§ **Data excerpts**:
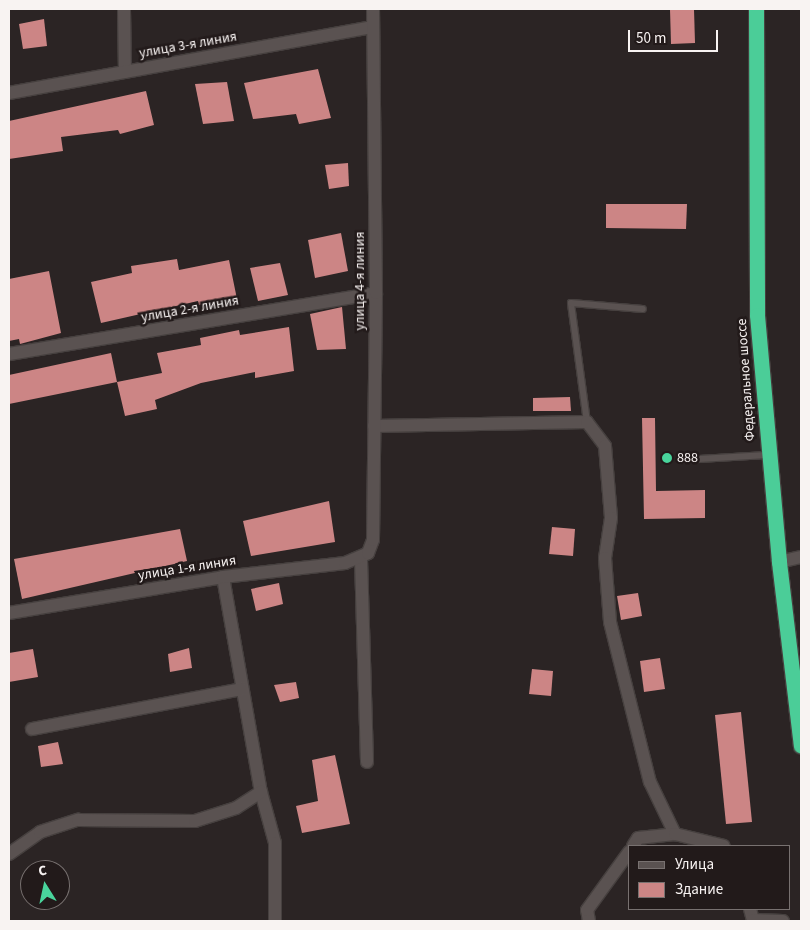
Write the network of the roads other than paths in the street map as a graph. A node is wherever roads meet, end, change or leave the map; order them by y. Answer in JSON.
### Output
{"nodes":[{"id":1,"x":124,"y":9,"type":"edge"},
{"id":2,"x":373,"y":9,"type":"edge"},
{"id":3,"x":756,"y":9,"type":"edge"},
{"id":4,"x":373,"y":27,"type":"junction"},
{"id":5,"x":125,"y":72,"type":"junction"},
{"id":6,"x":9,"y":93,"type":"edge"},
{"id":7,"x":376,"y":293,"type":"junction"},
{"id":8,"x":643,"y":309,"type":"dead end"},
{"id":9,"x":9,"y":354,"type":"edge"},
{"id":10,"x":587,"y":422,"type":"junction"},
{"id":11,"x":374,"y":426,"type":"junction"},
{"id":12,"x":768,"y":455,"type":"junction"},
{"id":13,"x":681,"y":460,"type":"dead end"},
{"id":14,"x":364,"y":556,"type":"junction"},
{"id":15,"x":801,"y":557,"type":"edge"},
{"id":16,"x":779,"y":562,"type":"junction"},
{"id":17,"x":224,"y":577,"type":"junction"},
{"id":18,"x":9,"y":613,"type":"edge"},
{"id":19,"x":242,"y":689,"type":"junction"},
{"id":20,"x":32,"y":729,"type":"dead end"},
{"id":21,"x":801,"y":746,"type":"edge"},
{"id":22,"x":367,"y":762,"type":"dead end"},
{"id":23,"x":260,"y":792,"type":"junction"},
{"id":24,"x":675,"y":834,"type":"junction"},
{"id":25,"x":634,"y":845,"type":"edge"},
{"id":26,"x":720,"y":845,"type":"edge"},
{"id":27,"x":628,"y":853,"type":"edge"},
{"id":28,"x":9,"y":854,"type":"edge"},
{"id":29,"x":750,"y":910,"type":"edge"},
{"id":30,"x":275,"y":921,"type":"edge"},
{"id":31,"x":589,"y":921,"type":"edge"},
{"id":32,"x":783,"y":921,"type":"edge"}],
"edges":[{"from":1,"to":5,"type":"street"},
{"from":2,"to":4,"type":"street","name":"улица 4-я линия"},
{"from":3,"to":12,"type":"highway","name":"Федеральное шоссе"},
{"from":4,"to":5,"type":"street","name":"улица 3-я линия"},
{"from":4,"to":7,"type":"street","name":"улица 4-я линия"},
{"from":5,"to":6,"type":"street","name":"улица 3-я линия"},
{"from":7,"to":9,"type":"street","name":"улица 2-я линия"},
{"from":7,"to":11,"type":"street","name":"улица 4-я линия"},
{"from":8,"to":10,"type":"lane"},
{"from":10,"to":11,"type":"street"},
{"from":10,"to":24,"type":"street"},
{"from":11,"to":14,"type":"street","name":"улица 4-я линия"},
{"from":12,"to":13,"type":"lane"},
{"from":12,"to":16,"type":"highway","name":"Федеральное шоссе"},
{"from":14,"to":17,"type":"street","name":"улица 1-я линия"},
{"from":14,"to":22,"type":"street","name":"улица 4-я линия"},
{"from":15,"to":16,"type":"street"},
{"from":16,"to":21,"type":"highway","name":"Федеральное шоссе"},
{"from":17,"to":18,"type":"street","name":"улица 1-я линия"},
{"from":17,"to":19,"type":"street"},
{"from":19,"to":20,"type":"street"},
{"from":19,"to":23,"type":"street"},
{"from":23,"to":28,"type":"street"},
{"from":23,"to":30,"type":"street"},
{"from":24,"to":25,"type":"street"},
{"from":24,"to":26,"type":"street"},
{"from":27,"to":31,"type":"street"},
{"from":29,"to":32,"type":"street"}]}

§ **Your assignment**:
Which lines in the records above hold the string "линия"? Copy each of them.

§ **Exercise output**:
{"from":2,"to":4,"type":"street","name":"улица 4-я линия"},
{"from":4,"to":5,"type":"street","name":"улица 3-я линия"},
{"from":4,"to":7,"type":"street","name":"улица 4-я линия"},
{"from":5,"to":6,"type":"street","name":"улица 3-я линия"},
{"from":7,"to":9,"type":"street","name":"улица 2-я линия"},
{"from":7,"to":11,"type":"street","name":"улица 4-я линия"},
{"from":11,"to":14,"type":"street","name":"улица 4-я линия"},
{"from":14,"to":17,"type":"street","name":"улица 1-я линия"},
{"from":14,"to":22,"type":"street","name":"улица 4-я линия"},
{"from":17,"to":18,"type":"street","name":"улица 1-я линия"},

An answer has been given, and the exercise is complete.